The “killing claw” of the red-legged seriema has been found to be a weapon for pinning prey rather than slashing it. As well as demonstrating the fierceness of this leggy bird (made famous after one started a fight with a golf ball), it gives us a good idea of how its ancient ancestors like Velociraptor were using their feet, too.
Without having living dinosaurs to study (John Hammond, we need you) scientists will sometimes turn to the next best thing when trying to study their behaviors (and intelligence).
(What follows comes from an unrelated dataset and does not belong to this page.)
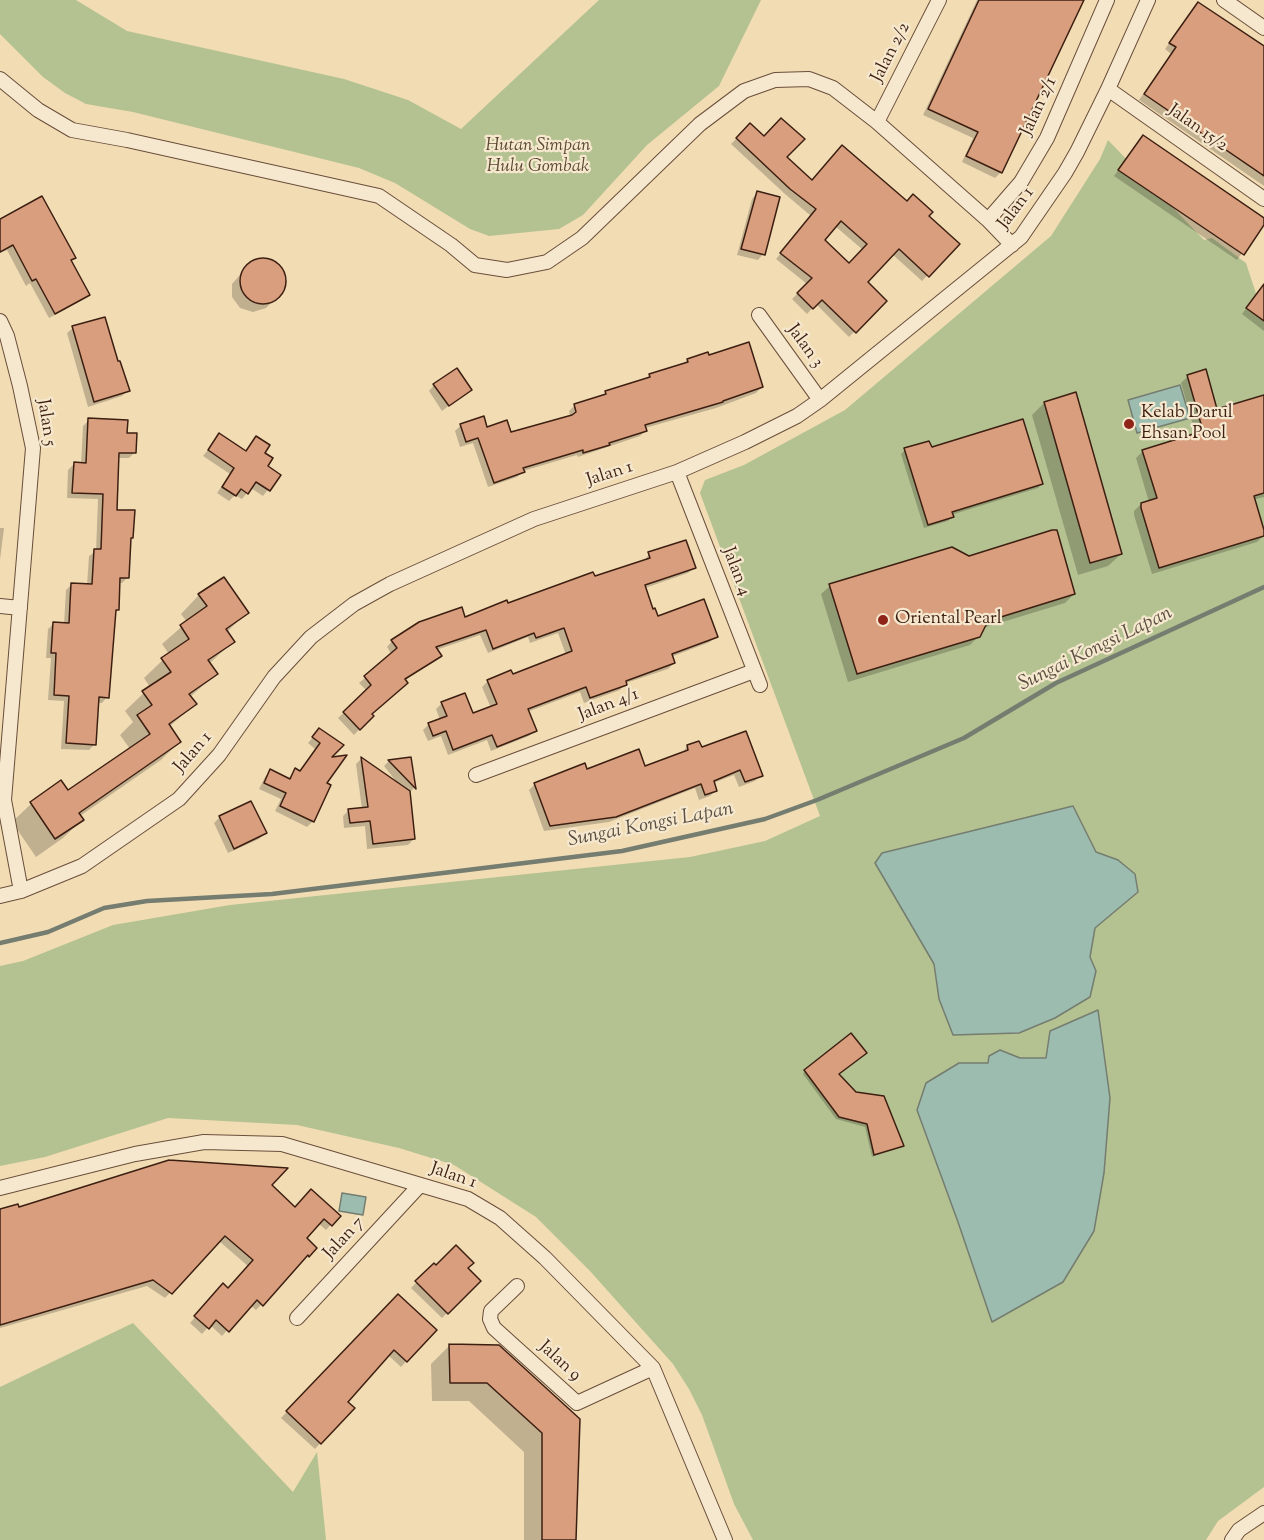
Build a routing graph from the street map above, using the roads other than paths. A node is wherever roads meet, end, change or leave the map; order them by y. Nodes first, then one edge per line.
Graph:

As extant animals go, the red-legged seriema (Cariama cristata) is a very good fit, even if it’s not a perfect match.
“Animal behavior is very complex, and I think we do it a disservice by oversimplifying it and assuming any modern animal is a perfect analogy for an extinct group,” palaeontologist at Brigham Young University, Taylor Oswald, told IFLScience. “The next best thing is to find extant animals that are related and ecologically similar enough that we can start making some broad inferences about function and behavior.”
“Among modern animals, seriemas might be the best proxies we have for deinonychosaurs, since they are birds, which are themselves close relatives of the deinonychosaurs, and because they are carnivorous, terrestrial, and have a preferentially raised sickle claw on their digit IIs.”
That raised claw on digit II has earned the nickname “killing claw” as it’s long been thought to be an adaptation for hunting, though exactly how it was employed was a subject of debate. Jurassic Park fans will be familiar with the killing claw, as it’s the same one a Velociraptor uses to tap impatiently when hunting down the children hiding in the kitchen.
Some, like that lovable rogue Dr Alan Grant, thought it might be useful for slashing, but a more recent theory, the Raptor Prey Restraint (RPR) hypothesis, suggested it was more likely used for pinning. Researchers on a new study decided to investigate this further by looking at how the red-legged seriema deployed its killing claw while battling with rubber snakes, key locks and mice.
The observational study looked at the behavior of captive seriema at the Wildlife World Zoo, Aquarium, And Safari Park in Phoenix, Arizona, and the Tracy Aviary And Botanical Gardens in Salt Lake City, Utah. It revealed that the birds were using their feet in a consistent and specific way, with the digit II killing claw being used to pin objects and prey while the beak ripped away at whatever it was holding. In short, it seems the RPR hypothesis is probably correct, and it likely extends to the convergently evolved killing claws of deinonychosaurs, too.
“The sickle shape and raised position of the seriema’s “killing claws” are rather unique and suggest that something more is going on than just self-defense,” explained Oswald. “To put it another way, many claw types can be used as weapons and deal damage, not just sickle claws, so that sickle shape likely has another function.”
“Our observations point to these claws being used for pinning, and it is consistent with what we see in other birds of prey (though the exact setup of the foot differs) and consistent with what has been hypothesized for deinonychosaurs by Dr Denver Fowler and co-authors in 2011.”
In their day, Deinonychosaurs would’ve been using their killing claw to pin animals like invertebrates, lizards and small dinosaurs like Protoceratops, as well as early mammals. As for red-legged seriemas, the menu isn’t that dissimilar, with invertebrates like grasshoppers and beetles, as well as small rodents, lizards, frogs, and other birds. No dinosaurs though, and – of course – the occasional golf ball.
The study was published in the Journal of the Arizona-Nevada Academy of Science.